The following information has been extracted and summarised from a Middle Years Workshop presented in South Australia by Maree Hennessy. Notes taken at the workshop by Yvonne Tysoe.


Some tips for teaching middle years students

Create lessons that:

  • Use a central organising idea to engage and motivate learners
  • Involve students in choice of topics of interest to support the growing need for independence
  • Use essential questions to frame the unit. Involve problem-based inquiry to create a context for 
meaningful learning. Develop the processes required for critical thinking which strengthen 
connections in the brain
  • Include reflection and reflective writing to consolidate learning and seek meaning between 
various activities
  • Use peer collaboration and group learning
  • Use sensory motor attributes such as music, touch and emotion to maximise student 
concentration and memory
  • Provide opportunities for movement and exercise to alleviate discomfort experienced by bone 


Possible Themes for Middle School Music
Songs of and for Australians:

  • Earth, Sea and sky An exploration of indigenous music and culture (Land of the Silver Birch, My paddle)
  • Indigenous Australian Music Taba Naba, Inanay, Sesere Eeye,
  • Songs of social justice including negro spirituals, Poor Old Howard
  • Songs of Spirit, Songs for Change The use of music including popular music to effect social, political and environmental change: “Where There is no Vision”
  • Australian History in Song (Bound for South Australia, John Kanaka)
  • Significant Australians: Composers and Musicians” (ties in with Year 6 History unit)


Planning Music Lessons
Maree says that classroom music lessons need to be made up or a broad variety of activities. For each activity teachers make a connection to previous learning and plan for a small step forward in students’ learning. These small steps need to be balanced between consolidating learning and providing new challenges.
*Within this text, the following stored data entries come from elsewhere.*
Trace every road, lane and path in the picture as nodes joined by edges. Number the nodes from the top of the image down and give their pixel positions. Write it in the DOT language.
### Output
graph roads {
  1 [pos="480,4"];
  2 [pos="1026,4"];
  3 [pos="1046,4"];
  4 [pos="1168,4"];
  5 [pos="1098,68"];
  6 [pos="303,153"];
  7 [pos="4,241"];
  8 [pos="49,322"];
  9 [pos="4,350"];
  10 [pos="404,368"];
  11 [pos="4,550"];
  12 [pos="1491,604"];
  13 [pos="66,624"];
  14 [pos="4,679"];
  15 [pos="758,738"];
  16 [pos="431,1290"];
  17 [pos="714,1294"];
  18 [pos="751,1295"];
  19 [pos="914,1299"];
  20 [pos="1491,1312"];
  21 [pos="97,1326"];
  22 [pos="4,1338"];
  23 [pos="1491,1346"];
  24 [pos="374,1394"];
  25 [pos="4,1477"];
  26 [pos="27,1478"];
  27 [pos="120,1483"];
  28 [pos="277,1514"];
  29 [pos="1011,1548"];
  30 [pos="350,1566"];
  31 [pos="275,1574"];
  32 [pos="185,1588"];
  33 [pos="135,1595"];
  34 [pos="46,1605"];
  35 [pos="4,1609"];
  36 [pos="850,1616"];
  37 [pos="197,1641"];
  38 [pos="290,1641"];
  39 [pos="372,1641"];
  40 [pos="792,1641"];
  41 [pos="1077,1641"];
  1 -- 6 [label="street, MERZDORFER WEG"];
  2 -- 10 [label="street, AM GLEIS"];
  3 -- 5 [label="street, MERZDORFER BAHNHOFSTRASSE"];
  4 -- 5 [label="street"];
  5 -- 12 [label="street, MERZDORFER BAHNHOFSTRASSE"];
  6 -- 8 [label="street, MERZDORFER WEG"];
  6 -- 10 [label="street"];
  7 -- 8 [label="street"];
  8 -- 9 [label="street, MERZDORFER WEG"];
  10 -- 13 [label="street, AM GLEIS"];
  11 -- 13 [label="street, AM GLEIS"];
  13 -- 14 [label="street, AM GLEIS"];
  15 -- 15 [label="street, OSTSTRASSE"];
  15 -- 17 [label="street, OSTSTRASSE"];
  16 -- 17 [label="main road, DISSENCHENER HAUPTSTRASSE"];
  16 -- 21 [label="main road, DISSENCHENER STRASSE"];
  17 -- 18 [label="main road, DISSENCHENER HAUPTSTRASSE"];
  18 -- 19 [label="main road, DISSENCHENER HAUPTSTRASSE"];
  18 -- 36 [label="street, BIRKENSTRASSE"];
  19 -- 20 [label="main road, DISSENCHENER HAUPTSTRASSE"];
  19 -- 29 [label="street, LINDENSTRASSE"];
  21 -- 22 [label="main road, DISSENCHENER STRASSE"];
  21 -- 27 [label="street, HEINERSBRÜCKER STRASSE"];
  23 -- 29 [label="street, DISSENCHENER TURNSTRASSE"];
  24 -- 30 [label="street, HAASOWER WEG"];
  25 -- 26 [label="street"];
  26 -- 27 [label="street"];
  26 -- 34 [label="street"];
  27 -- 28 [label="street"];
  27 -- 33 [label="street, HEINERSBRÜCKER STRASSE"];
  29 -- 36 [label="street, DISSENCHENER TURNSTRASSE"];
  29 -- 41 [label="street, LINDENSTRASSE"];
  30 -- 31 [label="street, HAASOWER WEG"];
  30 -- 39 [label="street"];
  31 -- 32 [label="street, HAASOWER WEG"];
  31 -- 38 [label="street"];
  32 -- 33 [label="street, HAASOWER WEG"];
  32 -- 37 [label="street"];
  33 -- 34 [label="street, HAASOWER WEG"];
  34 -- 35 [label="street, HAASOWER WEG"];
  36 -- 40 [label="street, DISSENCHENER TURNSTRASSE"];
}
A lesson needs to have a range of activities based on a variety of songs towards a number of goals.
The pace of the lesson is crucial in holding students interest. Consequently lessons are made up of small ‘bites’ based around different repertoire to advance music concepts and skills in small incremental steps. Teaching this way allows repertoire and concepts to be revisited more often. This is particularly important where music lessons are held only once a week.

Resist the temptation to get carried away with successful learning in one area and introduce new concepts too soon. The aim is to build capacity and security over time across all aspects of music.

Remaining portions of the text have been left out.